# Instructions for the task
Tell me, please, how many lines in the records below include the word "Läkarvägen". Give no more than the number.

(Stored data entries)
================================
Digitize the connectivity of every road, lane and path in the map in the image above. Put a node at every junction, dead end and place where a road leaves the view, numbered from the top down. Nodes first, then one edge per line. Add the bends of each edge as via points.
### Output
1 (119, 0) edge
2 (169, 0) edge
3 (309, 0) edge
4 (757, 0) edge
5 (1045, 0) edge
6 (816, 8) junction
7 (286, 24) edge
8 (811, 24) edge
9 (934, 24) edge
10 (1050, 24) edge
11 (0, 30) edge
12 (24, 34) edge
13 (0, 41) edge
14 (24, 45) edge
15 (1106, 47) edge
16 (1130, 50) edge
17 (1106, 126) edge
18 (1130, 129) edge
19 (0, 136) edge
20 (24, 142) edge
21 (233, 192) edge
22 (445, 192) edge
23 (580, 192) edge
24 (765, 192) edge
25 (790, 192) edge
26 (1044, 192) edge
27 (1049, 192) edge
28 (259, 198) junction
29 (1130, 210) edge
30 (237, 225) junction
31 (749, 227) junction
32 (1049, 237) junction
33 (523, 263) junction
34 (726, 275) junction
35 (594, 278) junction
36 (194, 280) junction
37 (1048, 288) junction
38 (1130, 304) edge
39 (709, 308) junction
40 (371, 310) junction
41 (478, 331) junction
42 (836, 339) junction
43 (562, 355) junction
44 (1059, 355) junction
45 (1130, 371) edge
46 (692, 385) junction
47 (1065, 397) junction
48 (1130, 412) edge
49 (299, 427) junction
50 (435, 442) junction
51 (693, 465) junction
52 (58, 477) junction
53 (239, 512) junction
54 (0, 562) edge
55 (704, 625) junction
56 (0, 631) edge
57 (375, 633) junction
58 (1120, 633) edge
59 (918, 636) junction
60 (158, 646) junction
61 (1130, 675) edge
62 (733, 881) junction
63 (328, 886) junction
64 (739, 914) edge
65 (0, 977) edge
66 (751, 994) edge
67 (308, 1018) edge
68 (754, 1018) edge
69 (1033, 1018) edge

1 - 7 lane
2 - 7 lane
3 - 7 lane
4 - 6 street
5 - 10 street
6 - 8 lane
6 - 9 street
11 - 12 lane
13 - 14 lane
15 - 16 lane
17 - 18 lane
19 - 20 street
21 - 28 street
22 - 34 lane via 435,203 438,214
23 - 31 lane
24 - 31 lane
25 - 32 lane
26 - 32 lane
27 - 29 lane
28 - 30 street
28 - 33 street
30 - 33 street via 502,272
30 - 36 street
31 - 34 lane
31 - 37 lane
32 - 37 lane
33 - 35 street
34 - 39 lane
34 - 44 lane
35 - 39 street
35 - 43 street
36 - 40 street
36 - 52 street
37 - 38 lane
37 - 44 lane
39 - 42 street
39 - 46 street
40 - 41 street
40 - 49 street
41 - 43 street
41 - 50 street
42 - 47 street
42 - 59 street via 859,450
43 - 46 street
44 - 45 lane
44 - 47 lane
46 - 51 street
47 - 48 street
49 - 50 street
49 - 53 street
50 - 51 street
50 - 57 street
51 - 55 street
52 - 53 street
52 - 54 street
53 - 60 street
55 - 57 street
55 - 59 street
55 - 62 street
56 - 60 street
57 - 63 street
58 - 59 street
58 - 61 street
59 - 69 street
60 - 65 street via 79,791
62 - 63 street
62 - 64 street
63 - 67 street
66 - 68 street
================================
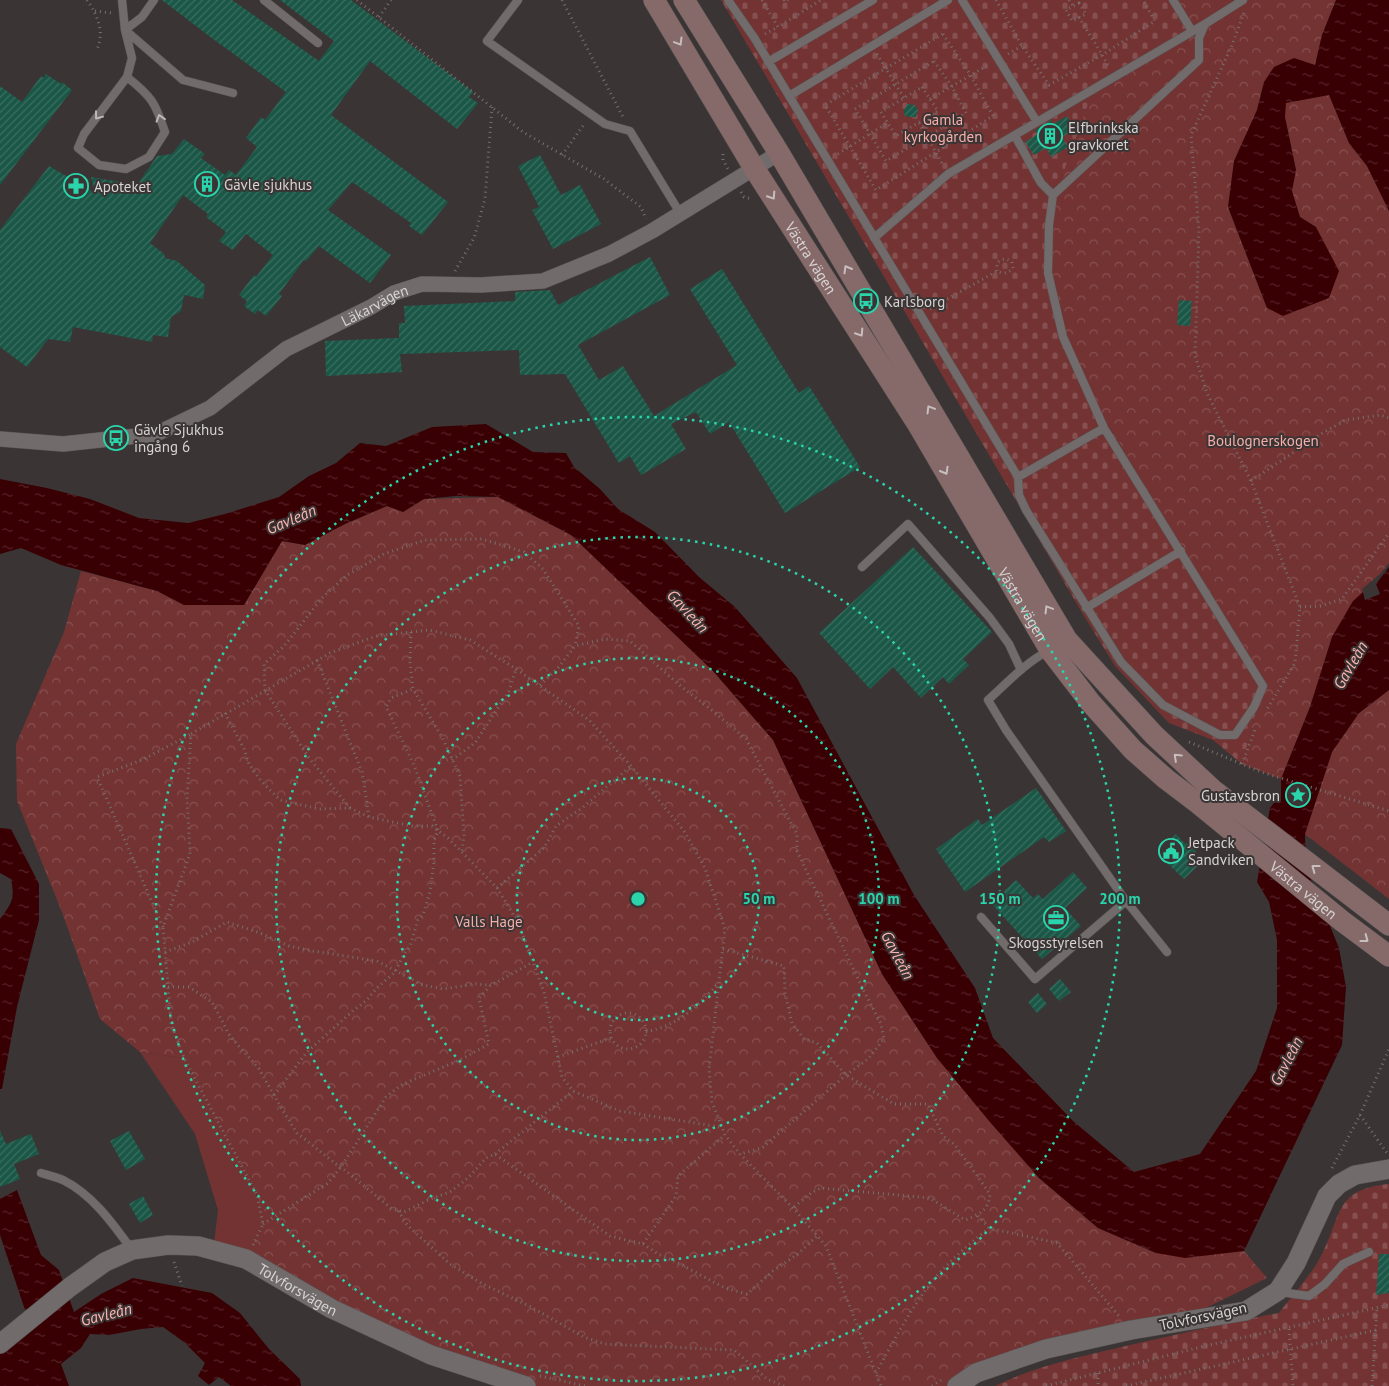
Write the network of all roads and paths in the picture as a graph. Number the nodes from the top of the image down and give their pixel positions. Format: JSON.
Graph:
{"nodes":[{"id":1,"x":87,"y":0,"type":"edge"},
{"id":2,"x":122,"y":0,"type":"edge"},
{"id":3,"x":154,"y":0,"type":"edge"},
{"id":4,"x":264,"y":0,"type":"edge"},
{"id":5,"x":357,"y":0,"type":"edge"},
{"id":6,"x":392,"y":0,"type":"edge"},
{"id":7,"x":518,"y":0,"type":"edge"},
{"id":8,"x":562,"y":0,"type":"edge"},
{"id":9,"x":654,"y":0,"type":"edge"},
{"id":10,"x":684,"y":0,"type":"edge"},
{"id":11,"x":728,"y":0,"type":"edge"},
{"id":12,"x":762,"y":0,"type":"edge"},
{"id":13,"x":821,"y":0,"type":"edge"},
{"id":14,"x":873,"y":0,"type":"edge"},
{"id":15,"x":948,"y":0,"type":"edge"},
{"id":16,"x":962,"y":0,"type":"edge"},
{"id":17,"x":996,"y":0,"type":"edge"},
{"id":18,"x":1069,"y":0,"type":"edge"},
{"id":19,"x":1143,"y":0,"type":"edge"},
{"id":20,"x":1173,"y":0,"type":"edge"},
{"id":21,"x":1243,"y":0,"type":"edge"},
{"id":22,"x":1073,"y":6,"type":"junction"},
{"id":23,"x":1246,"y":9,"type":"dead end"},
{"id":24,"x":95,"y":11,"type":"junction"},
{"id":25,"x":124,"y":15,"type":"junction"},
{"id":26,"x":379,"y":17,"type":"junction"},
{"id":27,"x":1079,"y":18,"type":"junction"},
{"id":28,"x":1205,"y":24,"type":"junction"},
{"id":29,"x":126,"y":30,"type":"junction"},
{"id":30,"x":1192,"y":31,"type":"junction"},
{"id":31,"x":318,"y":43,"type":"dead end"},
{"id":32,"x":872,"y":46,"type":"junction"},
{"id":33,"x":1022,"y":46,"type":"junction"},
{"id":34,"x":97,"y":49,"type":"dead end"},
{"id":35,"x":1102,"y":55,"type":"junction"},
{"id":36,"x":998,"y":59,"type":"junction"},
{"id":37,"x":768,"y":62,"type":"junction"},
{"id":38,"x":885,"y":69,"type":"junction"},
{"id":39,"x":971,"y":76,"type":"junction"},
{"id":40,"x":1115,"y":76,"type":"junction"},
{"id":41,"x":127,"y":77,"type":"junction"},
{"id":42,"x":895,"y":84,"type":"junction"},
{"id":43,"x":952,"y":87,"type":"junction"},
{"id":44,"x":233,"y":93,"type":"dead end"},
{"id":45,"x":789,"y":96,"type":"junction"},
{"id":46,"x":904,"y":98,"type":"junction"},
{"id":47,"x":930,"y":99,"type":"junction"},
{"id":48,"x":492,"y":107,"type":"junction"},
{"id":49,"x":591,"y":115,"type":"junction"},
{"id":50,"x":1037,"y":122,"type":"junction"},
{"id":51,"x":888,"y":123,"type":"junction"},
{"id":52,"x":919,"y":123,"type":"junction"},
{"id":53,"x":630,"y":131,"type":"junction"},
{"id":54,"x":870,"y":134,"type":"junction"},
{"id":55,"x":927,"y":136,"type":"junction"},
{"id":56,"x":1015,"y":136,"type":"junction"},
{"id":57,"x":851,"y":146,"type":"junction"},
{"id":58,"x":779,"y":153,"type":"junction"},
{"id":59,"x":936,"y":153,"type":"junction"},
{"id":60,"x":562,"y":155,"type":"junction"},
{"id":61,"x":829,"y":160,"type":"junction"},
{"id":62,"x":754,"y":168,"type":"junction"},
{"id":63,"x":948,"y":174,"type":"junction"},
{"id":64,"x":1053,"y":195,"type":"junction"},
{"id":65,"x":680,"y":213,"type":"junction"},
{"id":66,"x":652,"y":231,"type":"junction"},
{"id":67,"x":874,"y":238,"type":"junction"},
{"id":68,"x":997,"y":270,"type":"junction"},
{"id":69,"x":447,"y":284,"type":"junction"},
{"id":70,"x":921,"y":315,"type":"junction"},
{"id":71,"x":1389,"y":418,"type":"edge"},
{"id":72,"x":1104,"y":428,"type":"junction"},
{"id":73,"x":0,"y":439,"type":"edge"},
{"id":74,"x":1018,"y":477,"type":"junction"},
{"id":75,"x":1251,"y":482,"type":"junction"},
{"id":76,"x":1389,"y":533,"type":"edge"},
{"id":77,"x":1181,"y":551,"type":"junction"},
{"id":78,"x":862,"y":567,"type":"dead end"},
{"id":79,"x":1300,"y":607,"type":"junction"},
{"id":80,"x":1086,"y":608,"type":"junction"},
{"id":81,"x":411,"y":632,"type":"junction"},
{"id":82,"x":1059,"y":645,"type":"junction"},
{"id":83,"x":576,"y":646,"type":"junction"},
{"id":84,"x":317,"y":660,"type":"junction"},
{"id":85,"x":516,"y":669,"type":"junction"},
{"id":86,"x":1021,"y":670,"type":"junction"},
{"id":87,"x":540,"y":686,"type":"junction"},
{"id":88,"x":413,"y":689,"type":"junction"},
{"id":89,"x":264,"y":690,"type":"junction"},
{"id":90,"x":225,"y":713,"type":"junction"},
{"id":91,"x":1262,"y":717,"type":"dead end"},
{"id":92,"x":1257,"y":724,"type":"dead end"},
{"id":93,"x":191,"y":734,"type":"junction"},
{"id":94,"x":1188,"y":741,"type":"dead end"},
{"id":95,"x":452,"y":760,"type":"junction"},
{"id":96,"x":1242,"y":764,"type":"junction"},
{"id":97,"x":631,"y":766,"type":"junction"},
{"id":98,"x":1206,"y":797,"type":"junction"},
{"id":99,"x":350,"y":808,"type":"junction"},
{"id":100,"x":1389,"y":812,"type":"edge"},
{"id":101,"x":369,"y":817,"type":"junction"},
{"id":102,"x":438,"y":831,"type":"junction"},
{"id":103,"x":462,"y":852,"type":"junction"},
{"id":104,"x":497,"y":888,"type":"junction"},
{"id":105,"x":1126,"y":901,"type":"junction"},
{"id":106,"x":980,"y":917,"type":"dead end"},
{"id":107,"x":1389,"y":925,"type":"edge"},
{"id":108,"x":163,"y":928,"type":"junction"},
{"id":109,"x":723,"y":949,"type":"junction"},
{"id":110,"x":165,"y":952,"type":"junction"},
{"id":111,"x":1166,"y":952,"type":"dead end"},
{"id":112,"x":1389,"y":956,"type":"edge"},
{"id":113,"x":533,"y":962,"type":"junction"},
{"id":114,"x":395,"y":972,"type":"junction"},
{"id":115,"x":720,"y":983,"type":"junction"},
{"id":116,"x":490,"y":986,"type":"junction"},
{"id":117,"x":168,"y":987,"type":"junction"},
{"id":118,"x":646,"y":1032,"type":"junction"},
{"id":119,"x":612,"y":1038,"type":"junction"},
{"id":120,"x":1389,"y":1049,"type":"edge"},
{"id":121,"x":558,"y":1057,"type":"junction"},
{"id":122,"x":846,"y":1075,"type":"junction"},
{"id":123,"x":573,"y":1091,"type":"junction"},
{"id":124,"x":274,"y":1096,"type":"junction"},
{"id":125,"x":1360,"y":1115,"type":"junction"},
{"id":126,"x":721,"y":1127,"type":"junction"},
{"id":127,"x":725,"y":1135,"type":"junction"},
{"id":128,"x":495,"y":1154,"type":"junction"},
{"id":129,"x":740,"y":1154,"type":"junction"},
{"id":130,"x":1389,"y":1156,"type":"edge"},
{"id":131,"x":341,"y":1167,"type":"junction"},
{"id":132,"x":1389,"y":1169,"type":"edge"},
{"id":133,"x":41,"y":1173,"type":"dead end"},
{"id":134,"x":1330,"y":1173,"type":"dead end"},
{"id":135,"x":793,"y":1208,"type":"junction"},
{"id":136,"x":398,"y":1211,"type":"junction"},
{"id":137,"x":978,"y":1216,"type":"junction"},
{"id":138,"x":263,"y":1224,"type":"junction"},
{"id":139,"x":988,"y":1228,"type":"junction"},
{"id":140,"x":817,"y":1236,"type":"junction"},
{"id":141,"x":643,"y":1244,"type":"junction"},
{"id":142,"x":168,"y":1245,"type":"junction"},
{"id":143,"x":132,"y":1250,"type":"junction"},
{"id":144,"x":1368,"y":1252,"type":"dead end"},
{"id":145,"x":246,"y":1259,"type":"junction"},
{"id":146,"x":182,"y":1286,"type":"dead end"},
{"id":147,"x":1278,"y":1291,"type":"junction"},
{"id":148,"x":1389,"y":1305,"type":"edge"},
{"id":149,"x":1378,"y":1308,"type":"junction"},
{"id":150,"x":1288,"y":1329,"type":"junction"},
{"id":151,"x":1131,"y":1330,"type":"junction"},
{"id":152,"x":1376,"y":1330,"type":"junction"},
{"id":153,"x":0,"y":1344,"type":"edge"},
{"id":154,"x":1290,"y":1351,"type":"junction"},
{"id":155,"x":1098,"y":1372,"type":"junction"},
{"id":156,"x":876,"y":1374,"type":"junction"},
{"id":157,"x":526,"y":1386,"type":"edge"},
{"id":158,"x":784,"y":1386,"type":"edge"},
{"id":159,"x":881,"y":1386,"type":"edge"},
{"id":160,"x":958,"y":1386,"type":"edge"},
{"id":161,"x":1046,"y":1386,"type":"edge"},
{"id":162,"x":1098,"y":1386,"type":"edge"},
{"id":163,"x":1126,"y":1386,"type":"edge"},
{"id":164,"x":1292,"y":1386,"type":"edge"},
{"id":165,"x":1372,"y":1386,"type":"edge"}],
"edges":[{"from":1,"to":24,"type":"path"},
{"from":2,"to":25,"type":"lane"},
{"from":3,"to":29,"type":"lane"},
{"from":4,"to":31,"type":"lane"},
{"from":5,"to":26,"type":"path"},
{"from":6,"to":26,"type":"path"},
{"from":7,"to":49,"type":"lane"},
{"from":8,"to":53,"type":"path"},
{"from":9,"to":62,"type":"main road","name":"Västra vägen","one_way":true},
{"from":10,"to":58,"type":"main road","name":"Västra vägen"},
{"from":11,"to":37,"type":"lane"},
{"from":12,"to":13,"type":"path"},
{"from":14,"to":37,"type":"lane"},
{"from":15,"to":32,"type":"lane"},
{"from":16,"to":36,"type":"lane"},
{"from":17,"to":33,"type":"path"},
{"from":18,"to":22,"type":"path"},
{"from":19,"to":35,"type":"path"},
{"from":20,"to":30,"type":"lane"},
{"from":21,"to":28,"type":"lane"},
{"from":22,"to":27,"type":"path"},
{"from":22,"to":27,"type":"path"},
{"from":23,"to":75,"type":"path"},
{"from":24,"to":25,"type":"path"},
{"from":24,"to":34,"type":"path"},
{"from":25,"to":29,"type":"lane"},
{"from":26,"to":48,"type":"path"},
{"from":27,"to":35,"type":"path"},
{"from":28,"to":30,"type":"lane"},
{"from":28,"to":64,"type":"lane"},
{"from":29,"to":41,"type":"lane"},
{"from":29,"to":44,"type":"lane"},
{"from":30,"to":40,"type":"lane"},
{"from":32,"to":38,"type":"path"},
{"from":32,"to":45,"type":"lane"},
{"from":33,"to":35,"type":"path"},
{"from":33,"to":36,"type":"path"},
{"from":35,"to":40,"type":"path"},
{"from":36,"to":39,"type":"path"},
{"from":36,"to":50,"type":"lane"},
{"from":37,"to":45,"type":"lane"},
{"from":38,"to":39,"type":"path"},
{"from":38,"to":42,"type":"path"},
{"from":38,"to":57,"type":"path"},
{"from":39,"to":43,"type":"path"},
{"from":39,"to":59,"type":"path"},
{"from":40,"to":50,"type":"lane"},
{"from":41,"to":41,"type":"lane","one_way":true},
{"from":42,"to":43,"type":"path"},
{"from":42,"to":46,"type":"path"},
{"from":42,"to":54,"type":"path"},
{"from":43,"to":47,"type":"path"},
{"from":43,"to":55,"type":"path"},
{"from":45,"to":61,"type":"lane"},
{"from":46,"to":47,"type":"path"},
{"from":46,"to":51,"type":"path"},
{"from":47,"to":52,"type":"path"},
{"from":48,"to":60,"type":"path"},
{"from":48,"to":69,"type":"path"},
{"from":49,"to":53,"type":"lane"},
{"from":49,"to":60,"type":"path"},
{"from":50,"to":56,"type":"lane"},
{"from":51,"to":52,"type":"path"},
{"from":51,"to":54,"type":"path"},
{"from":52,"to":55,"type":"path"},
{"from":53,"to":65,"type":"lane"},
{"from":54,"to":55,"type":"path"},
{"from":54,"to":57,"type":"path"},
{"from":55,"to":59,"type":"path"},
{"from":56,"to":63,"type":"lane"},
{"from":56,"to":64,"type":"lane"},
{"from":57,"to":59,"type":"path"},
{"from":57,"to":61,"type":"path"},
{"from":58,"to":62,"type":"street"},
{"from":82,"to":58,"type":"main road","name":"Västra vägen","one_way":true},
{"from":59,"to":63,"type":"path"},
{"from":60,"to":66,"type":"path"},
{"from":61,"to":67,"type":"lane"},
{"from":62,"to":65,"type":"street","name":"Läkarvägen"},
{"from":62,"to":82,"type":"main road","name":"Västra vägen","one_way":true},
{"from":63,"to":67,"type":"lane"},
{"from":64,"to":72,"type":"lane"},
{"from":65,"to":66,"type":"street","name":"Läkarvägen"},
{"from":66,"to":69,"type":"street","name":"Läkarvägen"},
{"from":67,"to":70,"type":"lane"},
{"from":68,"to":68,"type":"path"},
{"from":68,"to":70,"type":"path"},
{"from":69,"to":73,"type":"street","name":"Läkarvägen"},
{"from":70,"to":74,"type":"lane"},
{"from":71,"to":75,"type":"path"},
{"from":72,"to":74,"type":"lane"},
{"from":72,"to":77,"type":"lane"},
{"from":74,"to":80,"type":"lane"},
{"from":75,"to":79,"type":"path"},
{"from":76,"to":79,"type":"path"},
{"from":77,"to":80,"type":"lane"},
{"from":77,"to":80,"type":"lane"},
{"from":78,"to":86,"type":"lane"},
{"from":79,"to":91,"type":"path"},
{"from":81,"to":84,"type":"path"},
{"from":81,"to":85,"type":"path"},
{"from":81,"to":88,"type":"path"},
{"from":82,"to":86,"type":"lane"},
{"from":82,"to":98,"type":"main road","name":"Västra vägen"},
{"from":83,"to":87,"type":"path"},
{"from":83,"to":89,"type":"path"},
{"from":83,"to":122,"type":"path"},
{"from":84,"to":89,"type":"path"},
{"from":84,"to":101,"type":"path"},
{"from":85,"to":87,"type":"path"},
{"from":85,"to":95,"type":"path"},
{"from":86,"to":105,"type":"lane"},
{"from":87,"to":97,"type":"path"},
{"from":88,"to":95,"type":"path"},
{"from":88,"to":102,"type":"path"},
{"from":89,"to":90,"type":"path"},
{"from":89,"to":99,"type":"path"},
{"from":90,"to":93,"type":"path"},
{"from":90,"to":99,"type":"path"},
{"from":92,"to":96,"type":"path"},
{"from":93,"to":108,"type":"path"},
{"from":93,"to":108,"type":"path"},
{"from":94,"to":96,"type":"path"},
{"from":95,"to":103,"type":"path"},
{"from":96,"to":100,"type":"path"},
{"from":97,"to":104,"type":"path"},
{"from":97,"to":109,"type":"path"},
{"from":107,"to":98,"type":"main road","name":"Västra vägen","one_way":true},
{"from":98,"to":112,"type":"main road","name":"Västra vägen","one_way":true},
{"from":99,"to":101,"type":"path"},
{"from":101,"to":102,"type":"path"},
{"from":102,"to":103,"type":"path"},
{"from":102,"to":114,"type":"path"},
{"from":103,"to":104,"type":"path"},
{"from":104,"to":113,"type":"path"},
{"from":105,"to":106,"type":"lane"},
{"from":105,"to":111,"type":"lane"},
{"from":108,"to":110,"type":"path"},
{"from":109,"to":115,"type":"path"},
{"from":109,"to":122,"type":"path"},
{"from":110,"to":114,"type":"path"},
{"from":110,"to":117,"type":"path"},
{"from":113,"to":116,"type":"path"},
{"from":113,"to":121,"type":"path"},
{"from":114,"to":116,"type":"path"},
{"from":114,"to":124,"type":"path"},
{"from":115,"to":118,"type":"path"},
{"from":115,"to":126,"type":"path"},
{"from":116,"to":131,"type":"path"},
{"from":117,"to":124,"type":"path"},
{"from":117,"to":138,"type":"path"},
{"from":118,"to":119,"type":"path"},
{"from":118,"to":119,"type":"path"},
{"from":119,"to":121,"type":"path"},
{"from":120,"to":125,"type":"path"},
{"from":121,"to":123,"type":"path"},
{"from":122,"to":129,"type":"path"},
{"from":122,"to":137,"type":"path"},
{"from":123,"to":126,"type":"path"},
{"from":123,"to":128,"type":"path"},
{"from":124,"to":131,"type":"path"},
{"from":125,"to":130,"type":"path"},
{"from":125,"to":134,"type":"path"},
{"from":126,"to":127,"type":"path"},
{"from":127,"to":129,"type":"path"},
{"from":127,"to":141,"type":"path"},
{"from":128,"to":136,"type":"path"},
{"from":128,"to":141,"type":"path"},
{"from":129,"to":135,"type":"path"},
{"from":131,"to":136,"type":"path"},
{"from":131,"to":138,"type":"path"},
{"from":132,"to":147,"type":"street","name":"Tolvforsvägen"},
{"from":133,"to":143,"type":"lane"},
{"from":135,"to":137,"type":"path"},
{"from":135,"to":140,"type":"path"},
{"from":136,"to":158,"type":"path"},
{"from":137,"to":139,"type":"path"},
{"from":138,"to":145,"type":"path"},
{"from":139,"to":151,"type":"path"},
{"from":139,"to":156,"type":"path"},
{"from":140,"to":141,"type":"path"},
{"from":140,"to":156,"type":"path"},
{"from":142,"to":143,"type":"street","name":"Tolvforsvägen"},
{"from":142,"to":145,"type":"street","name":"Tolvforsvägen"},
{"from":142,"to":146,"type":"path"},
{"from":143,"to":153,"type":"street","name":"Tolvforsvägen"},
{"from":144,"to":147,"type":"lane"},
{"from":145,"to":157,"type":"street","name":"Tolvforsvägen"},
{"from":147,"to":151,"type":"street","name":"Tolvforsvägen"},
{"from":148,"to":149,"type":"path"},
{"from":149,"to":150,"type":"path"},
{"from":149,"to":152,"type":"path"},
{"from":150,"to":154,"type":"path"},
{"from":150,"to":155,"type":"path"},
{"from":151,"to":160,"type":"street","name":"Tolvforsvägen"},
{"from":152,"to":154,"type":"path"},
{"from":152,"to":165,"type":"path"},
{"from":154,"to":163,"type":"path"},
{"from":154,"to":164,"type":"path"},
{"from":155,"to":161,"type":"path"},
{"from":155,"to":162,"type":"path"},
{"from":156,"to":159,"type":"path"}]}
================================
# Task output
4